[Records from a dataset]
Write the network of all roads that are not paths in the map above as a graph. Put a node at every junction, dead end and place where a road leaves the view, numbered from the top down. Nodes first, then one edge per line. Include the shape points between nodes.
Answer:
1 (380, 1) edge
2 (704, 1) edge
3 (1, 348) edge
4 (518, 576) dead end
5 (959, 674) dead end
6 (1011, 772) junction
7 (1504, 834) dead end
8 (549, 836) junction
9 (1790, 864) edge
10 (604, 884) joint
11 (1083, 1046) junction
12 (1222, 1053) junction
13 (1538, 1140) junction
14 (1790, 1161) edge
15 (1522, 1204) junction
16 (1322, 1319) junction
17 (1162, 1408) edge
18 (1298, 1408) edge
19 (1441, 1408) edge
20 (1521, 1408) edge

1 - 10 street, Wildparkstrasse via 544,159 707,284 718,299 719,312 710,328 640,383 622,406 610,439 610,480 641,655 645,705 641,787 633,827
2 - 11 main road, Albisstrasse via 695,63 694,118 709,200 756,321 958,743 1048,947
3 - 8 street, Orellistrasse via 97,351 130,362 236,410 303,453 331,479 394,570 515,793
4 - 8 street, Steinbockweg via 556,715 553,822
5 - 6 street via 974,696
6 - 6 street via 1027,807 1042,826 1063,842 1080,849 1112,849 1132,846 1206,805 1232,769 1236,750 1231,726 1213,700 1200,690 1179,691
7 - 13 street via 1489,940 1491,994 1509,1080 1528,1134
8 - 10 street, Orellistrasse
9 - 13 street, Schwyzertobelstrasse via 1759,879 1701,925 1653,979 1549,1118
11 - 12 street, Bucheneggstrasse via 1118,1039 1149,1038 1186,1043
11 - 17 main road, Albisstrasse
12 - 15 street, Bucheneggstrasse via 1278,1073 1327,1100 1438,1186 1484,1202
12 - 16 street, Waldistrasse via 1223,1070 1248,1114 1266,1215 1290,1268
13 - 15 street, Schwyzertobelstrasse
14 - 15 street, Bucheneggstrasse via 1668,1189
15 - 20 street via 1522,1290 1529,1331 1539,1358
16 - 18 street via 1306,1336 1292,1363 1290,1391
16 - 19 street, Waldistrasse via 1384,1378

YOUR INSTRUCTIONS —
With no line skipped, repeat the records exactly.

TASK SOLUTION —
Write the network of all roads that are not paths in the map above as a graph. Put a node at every junction, dead end and place where a road leaves the view, numbered from the top down. Nodes first, then one edge per line. Include the shape points between nodes.
Answer:
1 (380, 1) edge
2 (704, 1) edge
3 (1, 348) edge
4 (518, 576) dead end
5 (959, 674) dead end
6 (1011, 772) junction
7 (1504, 834) dead end
8 (549, 836) junction
9 (1790, 864) edge
10 (604, 884) joint
11 (1083, 1046) junction
12 (1222, 1053) junction
13 (1538, 1140) junction
14 (1790, 1161) edge
15 (1522, 1204) junction
16 (1322, 1319) junction
17 (1162, 1408) edge
18 (1298, 1408) edge
19 (1441, 1408) edge
20 (1521, 1408) edge

1 - 10 street, Wildparkstrasse via 544,159 707,284 718,299 719,312 710,328 640,383 622,406 610,439 610,480 641,655 645,705 641,787 633,827
2 - 11 main road, Albisstrasse via 695,63 694,118 709,200 756,321 958,743 1048,947
3 - 8 street, Orellistrasse via 97,351 130,362 236,410 303,453 331,479 394,570 515,793
4 - 8 street, Steinbockweg via 556,715 553,822
5 - 6 street via 974,696
6 - 6 street via 1027,807 1042,826 1063,842 1080,849 1112,849 1132,846 1206,805 1232,769 1236,750 1231,726 1213,700 1200,690 1179,691
7 - 13 street via 1489,940 1491,994 1509,1080 1528,1134
8 - 10 street, Orellistrasse
9 - 13 street, Schwyzertobelstrasse via 1759,879 1701,925 1653,979 1549,1118
11 - 12 street, Bucheneggstrasse via 1118,1039 1149,1038 1186,1043
11 - 17 main road, Albisstrasse
12 - 15 street, Bucheneggstrasse via 1278,1073 1327,1100 1438,1186 1484,1202
12 - 16 street, Waldistrasse via 1223,1070 1248,1114 1266,1215 1290,1268
13 - 15 street, Schwyzertobelstrasse
14 - 15 street, Bucheneggstrasse via 1668,1189
15 - 20 street via 1522,1290 1529,1331 1539,1358
16 - 18 street via 1306,1336 1292,1363 1290,1391
16 - 19 street, Waldistrasse via 1384,1378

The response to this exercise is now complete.